• [What the exercise asks]
Please copy every record below exactly, but leave the pictures out.

• [Provided material]
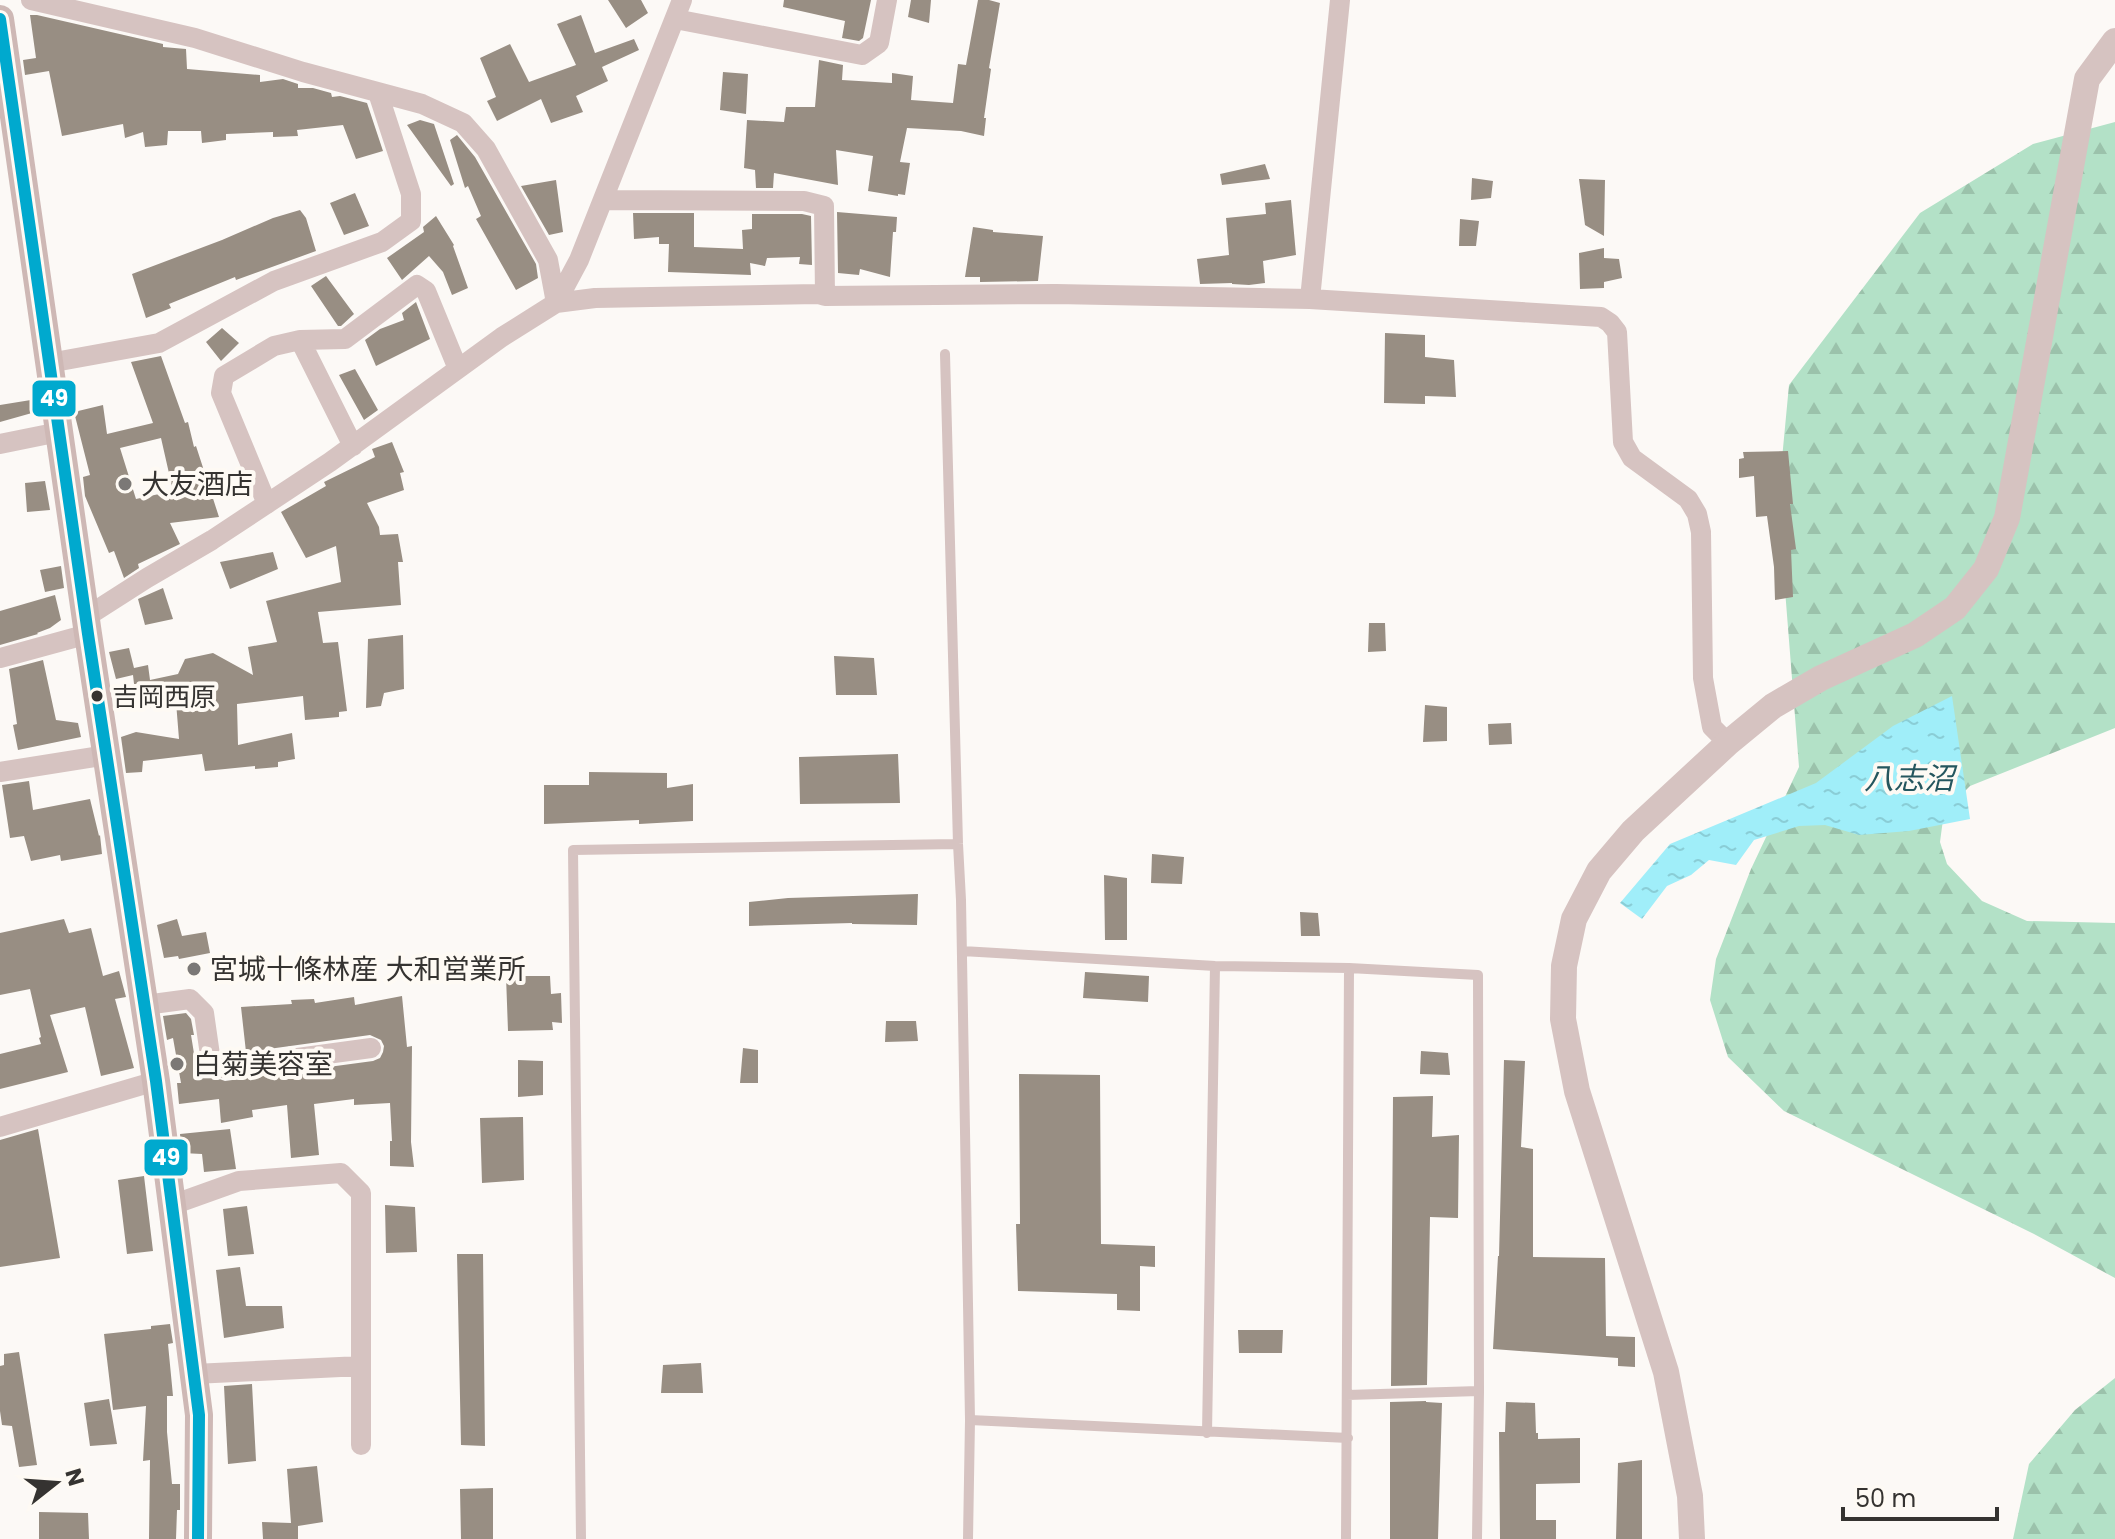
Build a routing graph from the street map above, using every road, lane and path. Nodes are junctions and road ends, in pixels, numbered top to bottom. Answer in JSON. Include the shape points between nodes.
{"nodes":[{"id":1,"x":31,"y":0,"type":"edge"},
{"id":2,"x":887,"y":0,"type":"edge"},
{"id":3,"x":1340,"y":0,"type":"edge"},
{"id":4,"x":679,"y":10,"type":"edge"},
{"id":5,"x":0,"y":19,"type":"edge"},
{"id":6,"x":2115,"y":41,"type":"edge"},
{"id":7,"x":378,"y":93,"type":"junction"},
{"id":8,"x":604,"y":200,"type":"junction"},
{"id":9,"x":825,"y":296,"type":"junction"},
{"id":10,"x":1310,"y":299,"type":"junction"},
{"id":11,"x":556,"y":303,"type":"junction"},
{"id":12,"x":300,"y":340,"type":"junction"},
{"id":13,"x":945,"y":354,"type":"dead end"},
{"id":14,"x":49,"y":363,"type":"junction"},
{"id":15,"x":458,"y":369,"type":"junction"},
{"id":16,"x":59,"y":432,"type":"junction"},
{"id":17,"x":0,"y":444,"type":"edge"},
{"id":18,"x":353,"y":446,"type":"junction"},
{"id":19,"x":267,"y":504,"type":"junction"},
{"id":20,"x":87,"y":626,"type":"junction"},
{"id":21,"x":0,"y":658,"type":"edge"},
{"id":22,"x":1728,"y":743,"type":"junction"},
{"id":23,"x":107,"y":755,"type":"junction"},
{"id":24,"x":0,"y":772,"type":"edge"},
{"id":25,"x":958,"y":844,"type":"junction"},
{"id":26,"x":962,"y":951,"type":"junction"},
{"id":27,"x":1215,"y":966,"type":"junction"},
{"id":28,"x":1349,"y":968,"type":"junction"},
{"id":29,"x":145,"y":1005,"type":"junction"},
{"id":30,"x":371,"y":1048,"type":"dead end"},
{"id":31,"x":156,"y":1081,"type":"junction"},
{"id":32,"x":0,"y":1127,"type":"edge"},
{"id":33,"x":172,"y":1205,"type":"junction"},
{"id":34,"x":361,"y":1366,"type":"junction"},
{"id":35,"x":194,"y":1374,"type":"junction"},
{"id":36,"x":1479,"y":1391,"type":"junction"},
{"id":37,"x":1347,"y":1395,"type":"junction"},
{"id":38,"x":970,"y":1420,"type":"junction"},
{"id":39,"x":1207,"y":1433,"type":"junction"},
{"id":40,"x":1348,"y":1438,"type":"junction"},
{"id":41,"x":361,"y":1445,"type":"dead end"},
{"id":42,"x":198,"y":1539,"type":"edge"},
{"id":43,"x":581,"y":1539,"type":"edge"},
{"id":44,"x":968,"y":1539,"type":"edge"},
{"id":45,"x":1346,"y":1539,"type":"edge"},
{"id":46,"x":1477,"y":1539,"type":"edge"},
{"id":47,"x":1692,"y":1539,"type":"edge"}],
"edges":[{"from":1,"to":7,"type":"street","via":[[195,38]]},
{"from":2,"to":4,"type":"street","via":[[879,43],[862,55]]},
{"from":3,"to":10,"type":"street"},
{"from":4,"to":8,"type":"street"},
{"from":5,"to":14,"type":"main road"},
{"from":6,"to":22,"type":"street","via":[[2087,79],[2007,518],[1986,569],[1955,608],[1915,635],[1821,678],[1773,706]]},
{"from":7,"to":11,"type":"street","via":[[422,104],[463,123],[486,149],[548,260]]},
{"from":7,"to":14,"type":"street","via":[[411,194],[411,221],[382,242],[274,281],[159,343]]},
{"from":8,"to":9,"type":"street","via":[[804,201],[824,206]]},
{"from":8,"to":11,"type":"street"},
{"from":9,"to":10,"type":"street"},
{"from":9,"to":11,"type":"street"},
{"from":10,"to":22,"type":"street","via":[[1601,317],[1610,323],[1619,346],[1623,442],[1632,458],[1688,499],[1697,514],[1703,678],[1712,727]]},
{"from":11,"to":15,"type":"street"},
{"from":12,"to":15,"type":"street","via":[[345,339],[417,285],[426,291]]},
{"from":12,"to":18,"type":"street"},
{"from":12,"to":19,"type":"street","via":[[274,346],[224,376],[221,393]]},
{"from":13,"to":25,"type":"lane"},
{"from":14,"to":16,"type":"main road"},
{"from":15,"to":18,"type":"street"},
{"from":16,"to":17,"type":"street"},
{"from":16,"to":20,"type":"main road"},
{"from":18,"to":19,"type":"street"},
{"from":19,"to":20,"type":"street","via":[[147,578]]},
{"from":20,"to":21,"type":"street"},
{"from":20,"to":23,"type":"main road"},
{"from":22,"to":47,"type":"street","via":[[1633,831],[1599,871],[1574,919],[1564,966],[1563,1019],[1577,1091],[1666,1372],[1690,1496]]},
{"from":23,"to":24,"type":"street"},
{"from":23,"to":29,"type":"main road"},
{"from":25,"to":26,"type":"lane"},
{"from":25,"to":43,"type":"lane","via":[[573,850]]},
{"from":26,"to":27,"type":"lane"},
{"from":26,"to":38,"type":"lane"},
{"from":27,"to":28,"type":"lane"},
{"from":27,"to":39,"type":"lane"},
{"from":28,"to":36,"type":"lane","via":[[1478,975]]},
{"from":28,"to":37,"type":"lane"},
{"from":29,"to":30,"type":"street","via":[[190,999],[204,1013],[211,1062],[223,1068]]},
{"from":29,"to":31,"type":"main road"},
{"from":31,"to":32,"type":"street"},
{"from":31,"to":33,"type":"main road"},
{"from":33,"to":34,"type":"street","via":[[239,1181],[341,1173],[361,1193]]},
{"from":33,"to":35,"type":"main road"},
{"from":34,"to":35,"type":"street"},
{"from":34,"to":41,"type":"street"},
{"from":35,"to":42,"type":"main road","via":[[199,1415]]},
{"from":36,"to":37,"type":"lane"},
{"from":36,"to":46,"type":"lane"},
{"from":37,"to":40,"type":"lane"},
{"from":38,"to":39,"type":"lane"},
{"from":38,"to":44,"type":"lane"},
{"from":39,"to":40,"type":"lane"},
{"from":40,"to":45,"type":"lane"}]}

• [Result]
Build a routing graph from the street map above, using every road, lane and path. Nodes are junctions and road ends, in pixels, numbered top to bottom. Answer in JSON. Include the shape points between nodes.
{"nodes":[{"id":1,"x":31,"y":0,"type":"edge"},
{"id":2,"x":887,"y":0,"type":"edge"},
{"id":3,"x":1340,"y":0,"type":"edge"},
{"id":4,"x":679,"y":10,"type":"edge"},
{"id":5,"x":0,"y":19,"type":"edge"},
{"id":6,"x":2115,"y":41,"type":"edge"},
{"id":7,"x":378,"y":93,"type":"junction"},
{"id":8,"x":604,"y":200,"type":"junction"},
{"id":9,"x":825,"y":296,"type":"junction"},
{"id":10,"x":1310,"y":299,"type":"junction"},
{"id":11,"x":556,"y":303,"type":"junction"},
{"id":12,"x":300,"y":340,"type":"junction"},
{"id":13,"x":945,"y":354,"type":"dead end"},
{"id":14,"x":49,"y":363,"type":"junction"},
{"id":15,"x":458,"y":369,"type":"junction"},
{"id":16,"x":59,"y":432,"type":"junction"},
{"id":17,"x":0,"y":444,"type":"edge"},
{"id":18,"x":353,"y":446,"type":"junction"},
{"id":19,"x":267,"y":504,"type":"junction"},
{"id":20,"x":87,"y":626,"type":"junction"},
{"id":21,"x":0,"y":658,"type":"edge"},
{"id":22,"x":1728,"y":743,"type":"junction"},
{"id":23,"x":107,"y":755,"type":"junction"},
{"id":24,"x":0,"y":772,"type":"edge"},
{"id":25,"x":958,"y":844,"type":"junction"},
{"id":26,"x":962,"y":951,"type":"junction"},
{"id":27,"x":1215,"y":966,"type":"junction"},
{"id":28,"x":1349,"y":968,"type":"junction"},
{"id":29,"x":145,"y":1005,"type":"junction"},
{"id":30,"x":371,"y":1048,"type":"dead end"},
{"id":31,"x":156,"y":1081,"type":"junction"},
{"id":32,"x":0,"y":1127,"type":"edge"},
{"id":33,"x":172,"y":1205,"type":"junction"},
{"id":34,"x":361,"y":1366,"type":"junction"},
{"id":35,"x":194,"y":1374,"type":"junction"},
{"id":36,"x":1479,"y":1391,"type":"junction"},
{"id":37,"x":1347,"y":1395,"type":"junction"},
{"id":38,"x":970,"y":1420,"type":"junction"},
{"id":39,"x":1207,"y":1433,"type":"junction"},
{"id":40,"x":1348,"y":1438,"type":"junction"},
{"id":41,"x":361,"y":1445,"type":"dead end"},
{"id":42,"x":198,"y":1539,"type":"edge"},
{"id":43,"x":581,"y":1539,"type":"edge"},
{"id":44,"x":968,"y":1539,"type":"edge"},
{"id":45,"x":1346,"y":1539,"type":"edge"},
{"id":46,"x":1477,"y":1539,"type":"edge"},
{"id":47,"x":1692,"y":1539,"type":"edge"}],
"edges":[{"from":1,"to":7,"type":"street","via":[[195,38]]},
{"from":2,"to":4,"type":"street","via":[[879,43],[862,55]]},
{"from":3,"to":10,"type":"street"},
{"from":4,"to":8,"type":"street"},
{"from":5,"to":14,"type":"main road"},
{"from":6,"to":22,"type":"street","via":[[2087,79],[2007,518],[1986,569],[1955,608],[1915,635],[1821,678],[1773,706]]},
{"from":7,"to":11,"type":"street","via":[[422,104],[463,123],[486,149],[548,260]]},
{"from":7,"to":14,"type":"street","via":[[411,194],[411,221],[382,242],[274,281],[159,343]]},
{"from":8,"to":9,"type":"street","via":[[804,201],[824,206]]},
{"from":8,"to":11,"type":"street"},
{"from":9,"to":10,"type":"street"},
{"from":9,"to":11,"type":"street"},
{"from":10,"to":22,"type":"street","via":[[1601,317],[1610,323],[1619,346],[1623,442],[1632,458],[1688,499],[1697,514],[1703,678],[1712,727]]},
{"from":11,"to":15,"type":"street"},
{"from":12,"to":15,"type":"street","via":[[345,339],[417,285],[426,291]]},
{"from":12,"to":18,"type":"street"},
{"from":12,"to":19,"type":"street","via":[[274,346],[224,376],[221,393]]},
{"from":13,"to":25,"type":"lane"},
{"from":14,"to":16,"type":"main road"},
{"from":15,"to":18,"type":"street"},
{"from":16,"to":17,"type":"street"},
{"from":16,"to":20,"type":"main road"},
{"from":18,"to":19,"type":"street"},
{"from":19,"to":20,"type":"street","via":[[147,578]]},
{"from":20,"to":21,"type":"street"},
{"from":20,"to":23,"type":"main road"},
{"from":22,"to":47,"type":"street","via":[[1633,831],[1599,871],[1574,919],[1564,966],[1563,1019],[1577,1091],[1666,1372],[1690,1496]]},
{"from":23,"to":24,"type":"street"},
{"from":23,"to":29,"type":"main road"},
{"from":25,"to":26,"type":"lane"},
{"from":25,"to":43,"type":"lane","via":[[573,850]]},
{"from":26,"to":27,"type":"lane"},
{"from":26,"to":38,"type":"lane"},
{"from":27,"to":28,"type":"lane"},
{"from":27,"to":39,"type":"lane"},
{"from":28,"to":36,"type":"lane","via":[[1478,975]]},
{"from":28,"to":37,"type":"lane"},
{"from":29,"to":30,"type":"street","via":[[190,999],[204,1013],[211,1062],[223,1068]]},
{"from":29,"to":31,"type":"main road"},
{"from":31,"to":32,"type":"street"},
{"from":31,"to":33,"type":"main road"},
{"from":33,"to":34,"type":"street","via":[[239,1181],[341,1173],[361,1193]]},
{"from":33,"to":35,"type":"main road"},
{"from":34,"to":35,"type":"street"},
{"from":34,"to":41,"type":"street"},
{"from":35,"to":42,"type":"main road","via":[[199,1415]]},
{"from":36,"to":37,"type":"lane"},
{"from":36,"to":46,"type":"lane"},
{"from":37,"to":40,"type":"lane"},
{"from":38,"to":39,"type":"lane"},
{"from":38,"to":44,"type":"lane"},
{"from":39,"to":40,"type":"lane"},
{"from":40,"to":45,"type":"lane"}]}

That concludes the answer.